In the book “Programming Collective Intelligence” Segaran explains the Fisher method for categorizing text as an alternative to Naive Bayes classifier. The Fisher method uses inverse-chi-square-distribution, which I do not really understand.
I watched this video found on stats.stackexchange about chi-square-distribution to understand at least the “forward” function: http://www.youtube.com/watch?v=dXB3cUGnaxQ
Segaran explains in his book that they use inverse chi-square to somehow get a probability “that a random set of probabilities would return such a high number”. With high number he means that an item fitting a specific category has many features with high probabilities in that category. Somehow he also seems to take into account that “if the probabilities were independent and random, the result of this calculation would fit a chi-squared distribution”. But as he mentioned before the words are not independant (which is also a false assumption at naive bayes).
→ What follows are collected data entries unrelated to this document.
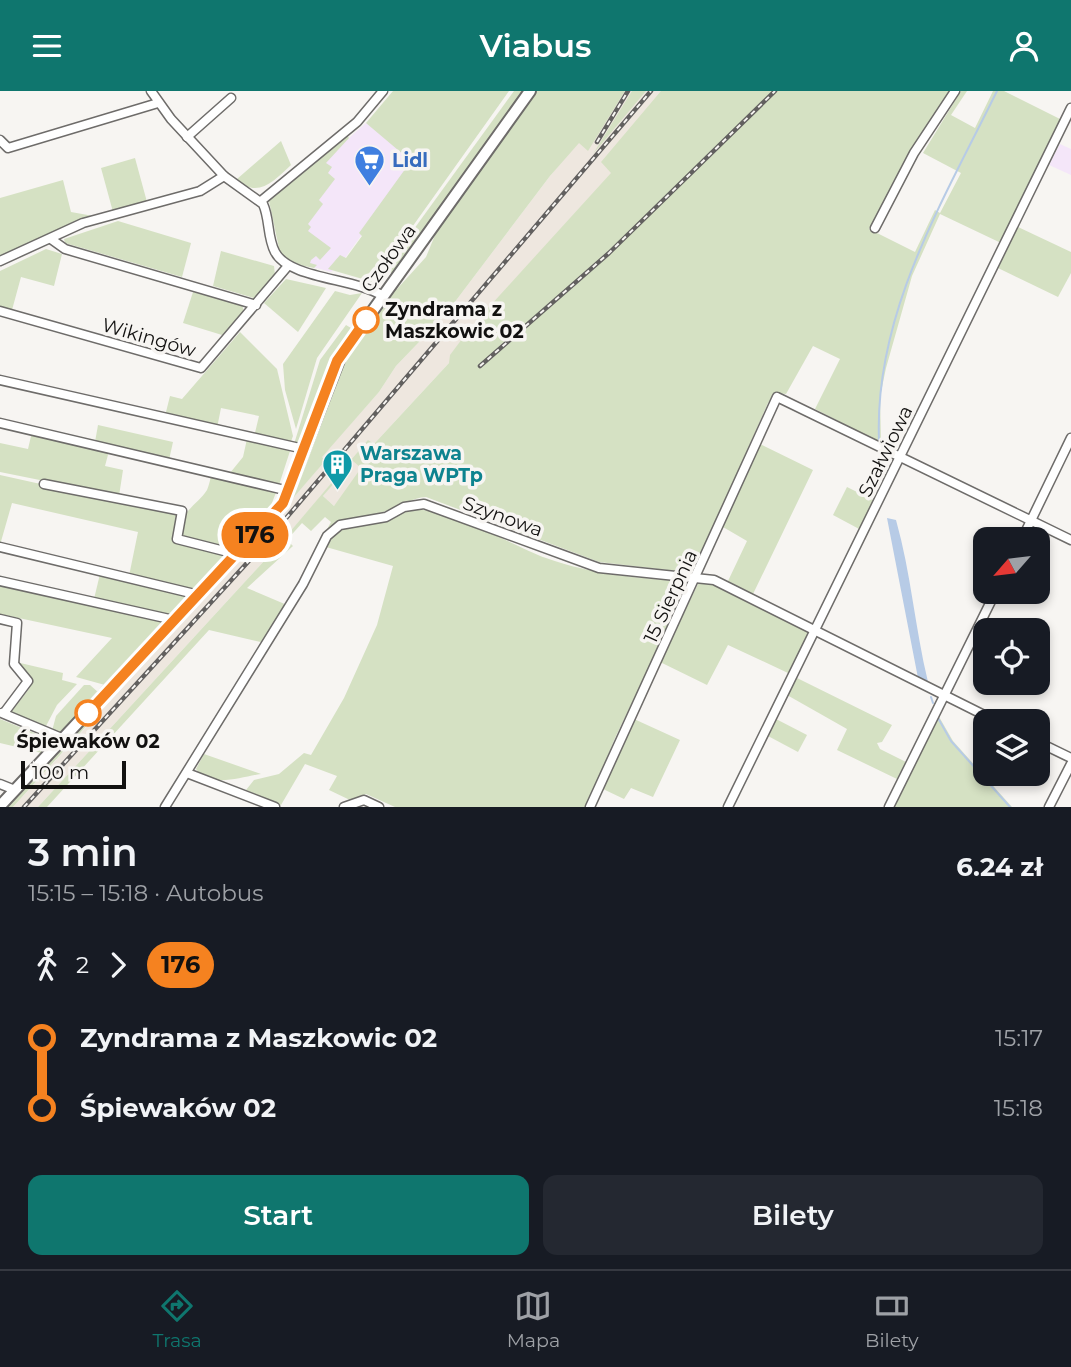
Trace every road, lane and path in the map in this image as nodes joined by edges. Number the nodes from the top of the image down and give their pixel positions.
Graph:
1 (151, 91) edge
2 (383, 91) edge
3 (530, 91) edge
4 (955, 91) edge
5 (231, 98) dead end
6 (158, 103) junction
7 (1071, 108) edge
8 (187, 137) junction
9 (0, 140) edge
10 (224, 176) junction
11 (261, 201) junction
12 (875, 228) dead end
13 (51, 239) junction
14 (0, 261) edge
15 (287, 267) junction
16 (383, 296) junction
17 (256, 305) junction
18 (0, 311) edge
19 (0, 380) edge
20 (0, 423) edge
21 (1071, 438) edge
22 (304, 449) junction
23 (900, 458) junction
24 (44, 484) dead end
25 (289, 491) junction
26 (1031, 521) junction
27 (1028, 527) edge
28 (1071, 540) edge
29 (0, 547) edge
30 (236, 554) junction
31 (695, 578) junction
32 (0, 581) edge
33 (199, 595) junction
34 (990, 604) edge
35 (0, 619) edge
36 (174, 620) junction
37 (815, 630) junction
38 (945, 696) junction
39 (973, 710) edge
40 (2, 713) edge
41 (64, 739) junction
42 (1050, 748) edge
43 (1071, 758) edge
44 (1071, 764) edge
45 (187, 773) junction
46 (0, 784) edge
47 (15, 790) junction
48 (357, 804) edge
49 (0, 806) edge
50 (165, 807) edge
51 (275, 807) edge
52 (344, 807) edge
53 (379, 807) edge
54 (590, 807) edge
55 (728, 807) edge
56 (889, 807) edge
57 (1049, 807) edge

1 - 6 street
2 - 11 street
3 - 16 street, Czołowa
4 - 12 street
5 - 8 street
6 - 8 street
6 - 9 street
7 - 23 street, Szałwiowa
8 - 10 street
10 - 11 street
10 - 13 street
11 - 15 street
13 - 14 street
13 - 17 street
15 - 16 street
15 - 17 street, Wikingów
16 - 22 street, Czołowa
17 - 18 street, Wikingów
19 - 22 street
20 - 25 street
21 - 26 street
22 - 25 street, Czołowa
23 - 26 street
23 - 31 street, 15 Sierpnia
23 - 37 street, Szałwiowa
24 - 30 street
25 - 30 street, Czołowa
26 - 27 street
26 - 28 street
29 - 33 street
30 - 33 street, Czołowa
31 - 37 street, Szynowa
31 - 45 street, Szynowa
31 - 54 street, 15 Sierpnia
32 - 36 street
33 - 36 street, Czołowa
34 - 38 street
35 - 40 street
36 - 41 street, Czołowa
37 - 38 street, Szynowa
37 - 55 street, Szałwiowa
38 - 39 street, Szynowa
38 - 56 street
40 - 41 street
41 - 47 street, Czołowa
42 - 43 street
44 - 57 street
45 - 50 street, Szynowa
45 - 51 street
46 - 47 street
47 - 49 street, Czołowa
48 - 52 street
48 - 53 street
So how does this then work?
And if I understand it right now, the inverse chi-square function somehow checks if many of my words have a high probability of being in the text and only if all words have such a high probability it returns a high over-all probability?
I’m sort of confused.
PS: The whole paragraph: “Fisher showed that if the probabilities were independent and random, the result of this calculation would fit a chi-squared distribution. You would expect an item that doesn’t belong in a particular category to contain words of varying feature probabilities for that category (which would appear somewhat random), and an item that does belong in that category to have many features with high probabilities. By feeding the result of the Fisher calculation to the inverse chi-square function”, ou get the probability that a random set of probabilities would return such a high number.”